Will individuals with sickle cell disease (SCD) who undergo gene therapy pass the disease to their offspring?

From the Guidelines

Gene therapy for sickle cell disease does not prevent patients from potentially passing the disease to their offspring. Current gene therapies modify the patient's own blood stem cells but do not alter their reproductive cells (eggs or sperm) 1. This means that the genetic mutation causing sickle cell disease remains in their reproductive cells and can still be passed to children.

Key Points to Consider

• The inheritance pattern for sickle cell disease is autosomal recessive, requiring two copies of the mutated gene for the disease to manifest.
• If a person with treated sickle cell disease has children with someone who carries at least one copy of the mutation, there is still a risk of having children with the disease or who are carriers.
• Patients who have undergone gene therapy should still consider genetic counseling before having children to understand the risks of transmission and explore options like preimplantation genetic testing if they wish to prevent passing the condition to their offspring.

Gene Therapy and Sickle Cell Disease

While gene therapy has shown promise in treating sickle cell disease, its effects on the transmission of the disease to offspring are limited 1. The use of lentiviral vectors to transmit complex globin expression cassettes has been explored, but the focus has been on treating the disease in the patient, not on preventing its transmission to future generations.

Implications for Patients and Families

It is essential for patients with sickle cell disease who are considering gene therapy to understand the implications for their reproductive health and the potential risks of transmission to their offspring. Genetic counseling can provide valuable guidance and support in making informed decisions about family planning and reproductive options.

From the Research

Gene Therapy and Sickle Cell Disease

• Gene therapy for sickle cell disease (SCD) has shown promise in treating the disease by targeting the underlying cause of SCD 2, 3, 4.
• The goal of gene therapy is to provide a functional cure for SCD, which can be achieved through various approaches, including gene addition, gene editing, and gene modification 2, 3, 5, 4, 6.

Inheritance of Sickle Cell Disease

• SCD is an inherited blood condition resulting from abnormal hemoglobin production 4.
• The disease is caused by a single point mutation in the HBB gene, which codes for the beta-globin subunit of hemoglobin 2, 5.
• Gene therapy aims to correct this mutation or modify the gene to prevent sickle hemoglobin polymerization 2, 5, 4, 6.
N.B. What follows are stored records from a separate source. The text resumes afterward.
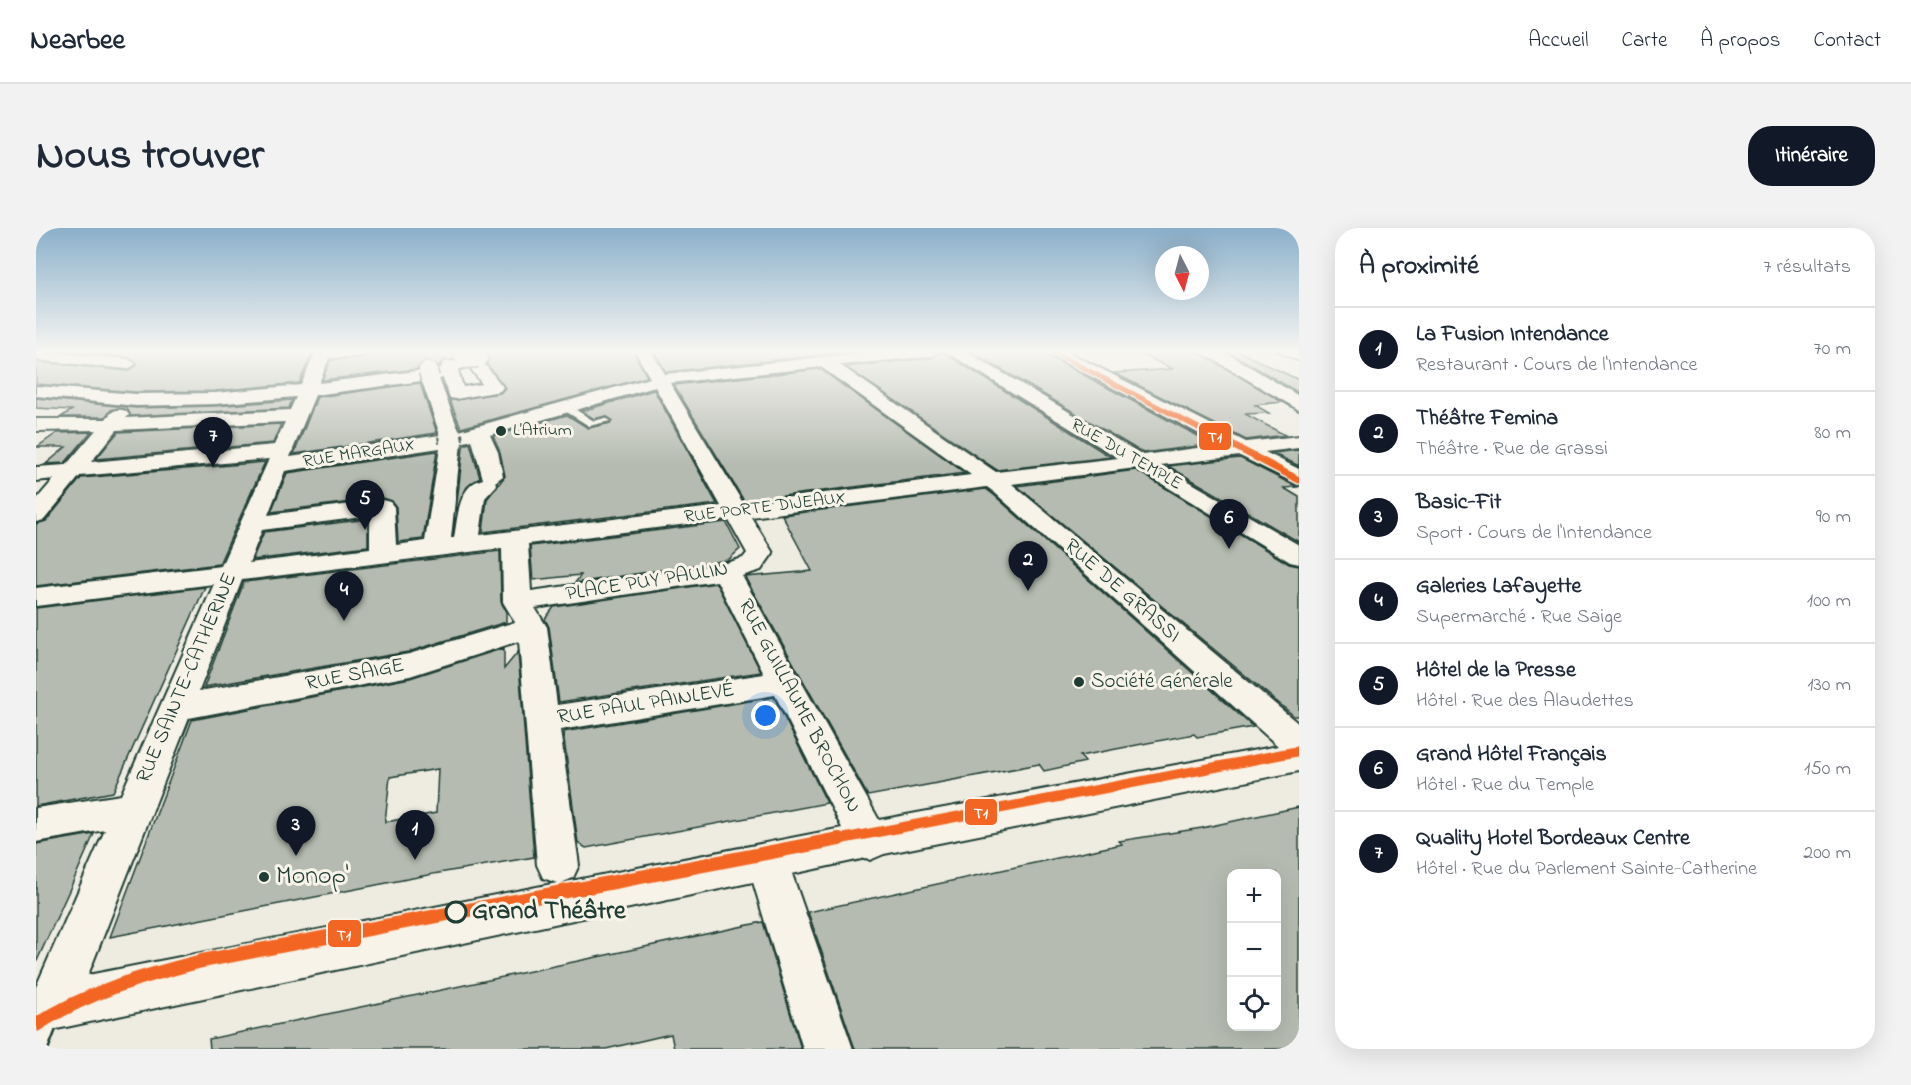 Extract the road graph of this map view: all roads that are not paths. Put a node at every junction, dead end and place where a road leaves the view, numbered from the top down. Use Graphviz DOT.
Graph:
graph roads {
  1 [pos="78,389"];
  2 [pos="314,389"];
  3 [pos="443,389"];
  4 [pos="451,389"];
  5 [pos="481,389"];
  6 [pos="627,389"];
  7 [pos="664,389"];
  8 [pos="864,389"];
  9 [pos="1017,389"];
  10 [pos="1127,389"];
  11 [pos="1275,389"];
  12 [pos="308,390"];
  13 [pos="36,391"];
  14 [pos="69,394"];
  15 [pos="134,400"];
  16 [pos="1299,404"];
  17 [pos="565,407"];
  18 [pos="297,415"];
  19 [pos="605,421"];
  20 [pos="36,425"];
  21 [pos="110,426"];
  22 [pos="458,438"];
  23 [pos="1299,442"];
  24 [pos="1243,449"];
  25 [pos="279,458"];
  26 [pos="1138,462"];
  27 [pos="71,471"];
  28 [pos="36,474"];
  29 [pos="1299,478"];
  30 [pos="992,480"];
  31 [pos="736,511"];
  32 [pos="36,514"];
  33 [pos="252,524"];
  34 [pos="515,538"];
  35 [pos="466,544"];
  36 [pos="437,548"];
  37 [pos="383,555"];
  38 [pos="1299,556"];
  39 [pos="726,572"];
  40 [pos="231,573"];
  41 [pos="36,597"];
  42 [pos="524,615"];
  43 [pos="786,682"];
  44 [pos="175,708"];
  45 [pos="542,720"];
  46 [pos="1299,744"];
  47 [pos="1299,757"];
  48 [pos="133,809"];
  49 [pos="36,825"];
  50 [pos="870,842"];
  51 [pos="767,862"];
  52 [pos="558,865"];
  53 [pos="44,1007"];
  54 [pos="36,1046"];
  55 [pos="828,1049"];
  1 -- 14 [label="street"];
  2 -- 12 [label="street"];
  3 -- 22 [label="street"];
  4 -- 5 [label="street"];
  6 -- 17 [label="street, RUE MARGAUX"];
  7 -- 31 [label="street"];
  8 -- 30 [label="street, RUE DE GRASSI"];
  9 -- 26 [label="street, RUE DU TEMPLE"];
  10 -- 24 [label="street"];
  11 -- 16 [label="street"];
  12 -- 15 [label="street"];
  12 -- 18 [label="street, RUE SAINTE-CATHERINE"];
  13 -- 14 [label="street"];
  14 -- 15 [label="street"];
  15 -- 21 [label="street"];
  17 -- 19 [label="lane"];
  17 -- 22 [label="street, RUE MARGAUX"];
  18 -- 21 [label="street"];
  18 -- 25 [label="street, RUE SAINTE-CATHERINE"];
  20 -- 21 [label="street"];
  21 -- 27 [label="street"];
  22 -- 25 [label="street, RUE MARGAUX"];
  22 -- 35 [label="street"];
  22 -- 36 [label="street"];
  23 -- 24 [label="street, RUE PORTE DIJEAUX"];
  24 -- 26 [label="street, RUE PORTE DIJEAUX"];
  24 -- 29 [label="street"];
  25 -- 27 [label="street, RUE MARGAUX"];
  25 -- 33 [label="street, RUE SAINTE-CATHERINE"];
  26 -- 30 [label="street, RUE PORTE DIJEAUX"];
  26 -- 38 [label="street, RUE DU TEMPLE"];
  27 -- 28 [label="street, RUE MARGAUX"];
  27 -- 32 [label="street"];
  30 -- 31 [label="street, RUE PORTE DIJEAUX"];
  30 -- 46 [label="street, RUE DE GRASSI"];
  31 -- 34 [label="street, RUE PORTE DIJEAUX"];
  31 -- 39 [label="street, PLACE PUY PAULIN"];
  33 -- 37 [label="street"];
  33 -- 40 [label="street, RUE SAINTE-CATHERINE"];
  34 -- 35 [label="street, RUE PORTE DIJEAUX"];
  34 -- 42 [label="street"];
  35 -- 36 [label="street, RUE PORTE DIJEAUX"];
  36 -- 37 [label="street, RUE PORTE DIJEAUX"];
  37 -- 40 [label="street, RUE PORTE DIJEAUX"];
  39 -- 42 [label="street, PLACE PUY PAULIN"];
  39 -- 43 [label="street, RUE GUILLAUME BROCHON"];
  40 -- 41 [label="street, RUE PORTE DIJEAUX"];
  40 -- 44 [label="street, RUE SAINTE-CATHERINE"];
  42 -- 44 [label="street, RUE SAIGE"];
  42 -- 45 [label="street"];
  43 -- 45 [label="street, RUE PAUL PAINLEVÉ"];
  43 -- 50 [label="street, RUE GUILLAUME BROCHON"];
  44 -- 48 [label="street, RUE SAINTE-CATHERINE"];
  45 -- 52 [label="street"];
  47 -- 50 [label="street"];
  48 -- 49 [label="street"];
  48 -- 53 [label="street, RUE SAINTE-CATHERINE"];
  50 -- 51 [label="street"];
  51 -- 53 [label="street"];
  51 -- 55 [label="street"];
  53 -- 54 [label="lane"];
}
Passing the Disease to Offspring

• There is no direct evidence in the provided studies to suggest that individuals with SCD who undergo gene therapy will or will not pass the disease to their offspring.
• However, gene therapy aims to correct the genetic mutation that causes SCD, which could potentially prevent the disease from being passed on to future generations 5, 6.
• Further research is needed to determine the long-term effects of gene therapy on the inheritance of SCD.